*GIVEN INFORMATION*
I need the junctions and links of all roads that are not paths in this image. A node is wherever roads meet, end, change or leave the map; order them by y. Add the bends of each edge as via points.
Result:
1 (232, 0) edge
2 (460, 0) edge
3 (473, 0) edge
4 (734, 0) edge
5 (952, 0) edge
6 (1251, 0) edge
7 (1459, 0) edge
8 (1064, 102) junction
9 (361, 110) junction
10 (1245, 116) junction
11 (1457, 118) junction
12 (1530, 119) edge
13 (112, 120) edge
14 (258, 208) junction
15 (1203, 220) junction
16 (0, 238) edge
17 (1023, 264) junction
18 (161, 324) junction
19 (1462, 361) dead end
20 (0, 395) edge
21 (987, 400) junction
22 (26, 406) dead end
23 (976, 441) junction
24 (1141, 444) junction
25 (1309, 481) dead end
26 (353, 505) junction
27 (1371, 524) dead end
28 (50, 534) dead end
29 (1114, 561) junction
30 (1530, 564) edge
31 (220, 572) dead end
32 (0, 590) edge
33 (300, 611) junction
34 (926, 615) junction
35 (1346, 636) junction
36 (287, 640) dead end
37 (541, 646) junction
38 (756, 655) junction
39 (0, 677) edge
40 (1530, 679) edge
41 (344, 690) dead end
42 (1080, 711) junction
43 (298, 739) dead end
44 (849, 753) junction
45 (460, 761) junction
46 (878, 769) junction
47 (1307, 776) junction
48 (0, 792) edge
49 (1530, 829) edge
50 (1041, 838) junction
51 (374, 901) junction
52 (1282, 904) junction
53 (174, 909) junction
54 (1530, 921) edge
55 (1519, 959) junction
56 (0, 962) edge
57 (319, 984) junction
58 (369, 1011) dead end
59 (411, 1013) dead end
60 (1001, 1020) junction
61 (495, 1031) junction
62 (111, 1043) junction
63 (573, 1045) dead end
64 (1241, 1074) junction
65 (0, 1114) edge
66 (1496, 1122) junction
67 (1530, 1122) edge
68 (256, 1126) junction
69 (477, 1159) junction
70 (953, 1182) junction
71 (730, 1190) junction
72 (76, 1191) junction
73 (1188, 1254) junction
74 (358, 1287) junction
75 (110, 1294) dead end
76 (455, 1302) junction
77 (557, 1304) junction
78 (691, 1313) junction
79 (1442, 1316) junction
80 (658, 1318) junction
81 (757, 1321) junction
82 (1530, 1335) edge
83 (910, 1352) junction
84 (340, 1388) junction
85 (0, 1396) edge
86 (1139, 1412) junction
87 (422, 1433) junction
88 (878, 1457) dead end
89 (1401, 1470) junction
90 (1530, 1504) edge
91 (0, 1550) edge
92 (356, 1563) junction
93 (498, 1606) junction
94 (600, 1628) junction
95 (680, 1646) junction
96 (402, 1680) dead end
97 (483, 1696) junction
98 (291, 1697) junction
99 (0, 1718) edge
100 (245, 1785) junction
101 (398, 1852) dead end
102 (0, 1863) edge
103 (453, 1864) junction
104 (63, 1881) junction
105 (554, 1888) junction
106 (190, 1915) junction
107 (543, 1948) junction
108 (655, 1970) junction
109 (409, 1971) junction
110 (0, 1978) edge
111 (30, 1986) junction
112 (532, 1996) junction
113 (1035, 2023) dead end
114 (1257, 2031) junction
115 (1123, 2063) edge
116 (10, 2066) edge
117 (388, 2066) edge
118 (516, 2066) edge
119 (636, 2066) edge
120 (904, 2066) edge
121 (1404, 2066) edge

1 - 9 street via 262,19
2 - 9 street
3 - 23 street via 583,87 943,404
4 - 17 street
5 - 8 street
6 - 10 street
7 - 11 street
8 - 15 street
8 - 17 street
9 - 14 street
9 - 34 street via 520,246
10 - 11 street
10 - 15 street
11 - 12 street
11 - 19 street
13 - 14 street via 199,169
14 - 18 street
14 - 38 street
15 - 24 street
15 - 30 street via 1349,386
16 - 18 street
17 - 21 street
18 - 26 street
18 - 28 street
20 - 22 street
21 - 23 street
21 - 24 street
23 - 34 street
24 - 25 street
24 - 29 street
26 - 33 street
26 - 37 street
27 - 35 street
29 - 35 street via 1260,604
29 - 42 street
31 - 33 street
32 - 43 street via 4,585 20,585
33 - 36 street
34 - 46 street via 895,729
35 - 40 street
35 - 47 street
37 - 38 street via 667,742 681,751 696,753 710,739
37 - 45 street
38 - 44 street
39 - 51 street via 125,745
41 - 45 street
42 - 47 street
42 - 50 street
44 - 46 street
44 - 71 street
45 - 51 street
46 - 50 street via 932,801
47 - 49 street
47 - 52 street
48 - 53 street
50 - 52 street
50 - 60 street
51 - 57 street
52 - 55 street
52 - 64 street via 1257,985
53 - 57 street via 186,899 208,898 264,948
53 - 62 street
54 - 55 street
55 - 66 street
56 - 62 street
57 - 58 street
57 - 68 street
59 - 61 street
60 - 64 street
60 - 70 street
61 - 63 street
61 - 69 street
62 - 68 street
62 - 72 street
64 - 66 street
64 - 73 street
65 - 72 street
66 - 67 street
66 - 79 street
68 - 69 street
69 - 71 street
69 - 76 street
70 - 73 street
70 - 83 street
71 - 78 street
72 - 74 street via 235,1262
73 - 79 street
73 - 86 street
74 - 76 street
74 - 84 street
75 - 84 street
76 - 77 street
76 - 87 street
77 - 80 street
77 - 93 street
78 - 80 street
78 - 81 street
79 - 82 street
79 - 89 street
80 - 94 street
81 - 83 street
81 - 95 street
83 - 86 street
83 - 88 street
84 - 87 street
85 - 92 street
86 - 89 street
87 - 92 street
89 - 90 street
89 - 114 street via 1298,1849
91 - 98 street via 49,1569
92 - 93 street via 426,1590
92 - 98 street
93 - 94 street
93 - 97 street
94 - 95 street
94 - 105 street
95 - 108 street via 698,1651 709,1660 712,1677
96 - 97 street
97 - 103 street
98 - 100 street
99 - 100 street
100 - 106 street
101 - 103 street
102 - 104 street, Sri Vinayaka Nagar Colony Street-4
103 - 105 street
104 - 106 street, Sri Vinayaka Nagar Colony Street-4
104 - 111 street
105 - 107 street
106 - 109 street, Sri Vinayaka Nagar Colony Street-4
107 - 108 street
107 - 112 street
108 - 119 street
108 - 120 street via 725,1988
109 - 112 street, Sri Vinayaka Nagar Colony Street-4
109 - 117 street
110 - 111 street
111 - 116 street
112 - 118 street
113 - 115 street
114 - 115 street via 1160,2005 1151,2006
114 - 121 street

*TASK BRIEF*
Reply with the complete data above, every character as it stands.

*EXERCISE RESPONSE*
I need the junctions and links of all roads that are not paths in this image. A node is wherever roads meet, end, change or leave the map; order them by y. Add the bends of each edge as via points.
Result:
1 (232, 0) edge
2 (460, 0) edge
3 (473, 0) edge
4 (734, 0) edge
5 (952, 0) edge
6 (1251, 0) edge
7 (1459, 0) edge
8 (1064, 102) junction
9 (361, 110) junction
10 (1245, 116) junction
11 (1457, 118) junction
12 (1530, 119) edge
13 (112, 120) edge
14 (258, 208) junction
15 (1203, 220) junction
16 (0, 238) edge
17 (1023, 264) junction
18 (161, 324) junction
19 (1462, 361) dead end
20 (0, 395) edge
21 (987, 400) junction
22 (26, 406) dead end
23 (976, 441) junction
24 (1141, 444) junction
25 (1309, 481) dead end
26 (353, 505) junction
27 (1371, 524) dead end
28 (50, 534) dead end
29 (1114, 561) junction
30 (1530, 564) edge
31 (220, 572) dead end
32 (0, 590) edge
33 (300, 611) junction
34 (926, 615) junction
35 (1346, 636) junction
36 (287, 640) dead end
37 (541, 646) junction
38 (756, 655) junction
39 (0, 677) edge
40 (1530, 679) edge
41 (344, 690) dead end
42 (1080, 711) junction
43 (298, 739) dead end
44 (849, 753) junction
45 (460, 761) junction
46 (878, 769) junction
47 (1307, 776) junction
48 (0, 792) edge
49 (1530, 829) edge
50 (1041, 838) junction
51 (374, 901) junction
52 (1282, 904) junction
53 (174, 909) junction
54 (1530, 921) edge
55 (1519, 959) junction
56 (0, 962) edge
57 (319, 984) junction
58 (369, 1011) dead end
59 (411, 1013) dead end
60 (1001, 1020) junction
61 (495, 1031) junction
62 (111, 1043) junction
63 (573, 1045) dead end
64 (1241, 1074) junction
65 (0, 1114) edge
66 (1496, 1122) junction
67 (1530, 1122) edge
68 (256, 1126) junction
69 (477, 1159) junction
70 (953, 1182) junction
71 (730, 1190) junction
72 (76, 1191) junction
73 (1188, 1254) junction
74 (358, 1287) junction
75 (110, 1294) dead end
76 (455, 1302) junction
77 (557, 1304) junction
78 (691, 1313) junction
79 (1442, 1316) junction
80 (658, 1318) junction
81 (757, 1321) junction
82 (1530, 1335) edge
83 (910, 1352) junction
84 (340, 1388) junction
85 (0, 1396) edge
86 (1139, 1412) junction
87 (422, 1433) junction
88 (878, 1457) dead end
89 (1401, 1470) junction
90 (1530, 1504) edge
91 (0, 1550) edge
92 (356, 1563) junction
93 (498, 1606) junction
94 (600, 1628) junction
95 (680, 1646) junction
96 (402, 1680) dead end
97 (483, 1696) junction
98 (291, 1697) junction
99 (0, 1718) edge
100 (245, 1785) junction
101 (398, 1852) dead end
102 (0, 1863) edge
103 (453, 1864) junction
104 (63, 1881) junction
105 (554, 1888) junction
106 (190, 1915) junction
107 (543, 1948) junction
108 (655, 1970) junction
109 (409, 1971) junction
110 (0, 1978) edge
111 (30, 1986) junction
112 (532, 1996) junction
113 (1035, 2023) dead end
114 (1257, 2031) junction
115 (1123, 2063) edge
116 (10, 2066) edge
117 (388, 2066) edge
118 (516, 2066) edge
119 (636, 2066) edge
120 (904, 2066) edge
121 (1404, 2066) edge

1 - 9 street via 262,19
2 - 9 street
3 - 23 street via 583,87 943,404
4 - 17 street
5 - 8 street
6 - 10 street
7 - 11 street
8 - 15 street
8 - 17 street
9 - 14 street
9 - 34 street via 520,246
10 - 11 street
10 - 15 street
11 - 12 street
11 - 19 street
13 - 14 street via 199,169
14 - 18 street
14 - 38 street
15 - 24 street
15 - 30 street via 1349,386
16 - 18 street
17 - 21 street
18 - 26 street
18 - 28 street
20 - 22 street
21 - 23 street
21 - 24 street
23 - 34 street
24 - 25 street
24 - 29 street
26 - 33 street
26 - 37 street
27 - 35 street
29 - 35 street via 1260,604
29 - 42 street
31 - 33 street
32 - 43 street via 4,585 20,585
33 - 36 street
34 - 46 street via 895,729
35 - 40 street
35 - 47 street
37 - 38 street via 667,742 681,751 696,753 710,739
37 - 45 street
38 - 44 street
39 - 51 street via 125,745
41 - 45 street
42 - 47 street
42 - 50 street
44 - 46 street
44 - 71 street
45 - 51 street
46 - 50 street via 932,801
47 - 49 street
47 - 52 street
48 - 53 street
50 - 52 street
50 - 60 street
51 - 57 street
52 - 55 street
52 - 64 street via 1257,985
53 - 57 street via 186,899 208,898 264,948
53 - 62 street
54 - 55 street
55 - 66 street
56 - 62 street
57 - 58 street
57 - 68 street
59 - 61 street
60 - 64 street
60 - 70 street
61 - 63 street
61 - 69 street
62 - 68 street
62 - 72 street
64 - 66 street
64 - 73 street
65 - 72 street
66 - 67 street
66 - 79 street
68 - 69 street
69 - 71 street
69 - 76 street
70 - 73 street
70 - 83 street
71 - 78 street
72 - 74 street via 235,1262
73 - 79 street
73 - 86 street
74 - 76 street
74 - 84 street
75 - 84 street
76 - 77 street
76 - 87 street
77 - 80 street
77 - 93 street
78 - 80 street
78 - 81 street
79 - 82 street
79 - 89 street
80 - 94 street
81 - 83 street
81 - 95 street
83 - 86 street
83 - 88 street
84 - 87 street
85 - 92 street
86 - 89 street
87 - 92 street
89 - 90 street
89 - 114 street via 1298,1849
91 - 98 street via 49,1569
92 - 93 street via 426,1590
92 - 98 street
93 - 94 street
93 - 97 street
94 - 95 street
94 - 105 street
95 - 108 street via 698,1651 709,1660 712,1677
96 - 97 street
97 - 103 street
98 - 100 street
99 - 100 street
100 - 106 street
101 - 103 street
102 - 104 street, Sri Vinayaka Nagar Colony Street-4
103 - 105 street
104 - 106 street, Sri Vinayaka Nagar Colony Street-4
104 - 111 street
105 - 107 street
106 - 109 street, Sri Vinayaka Nagar Colony Street-4
107 - 108 street
107 - 112 street
108 - 119 street
108 - 120 street via 725,1988
109 - 112 street, Sri Vinayaka Nagar Colony Street-4
109 - 117 street
110 - 111 street
111 - 116 street
112 - 118 street
113 - 115 street
114 - 115 street via 1160,2005 1151,2006
114 - 121 street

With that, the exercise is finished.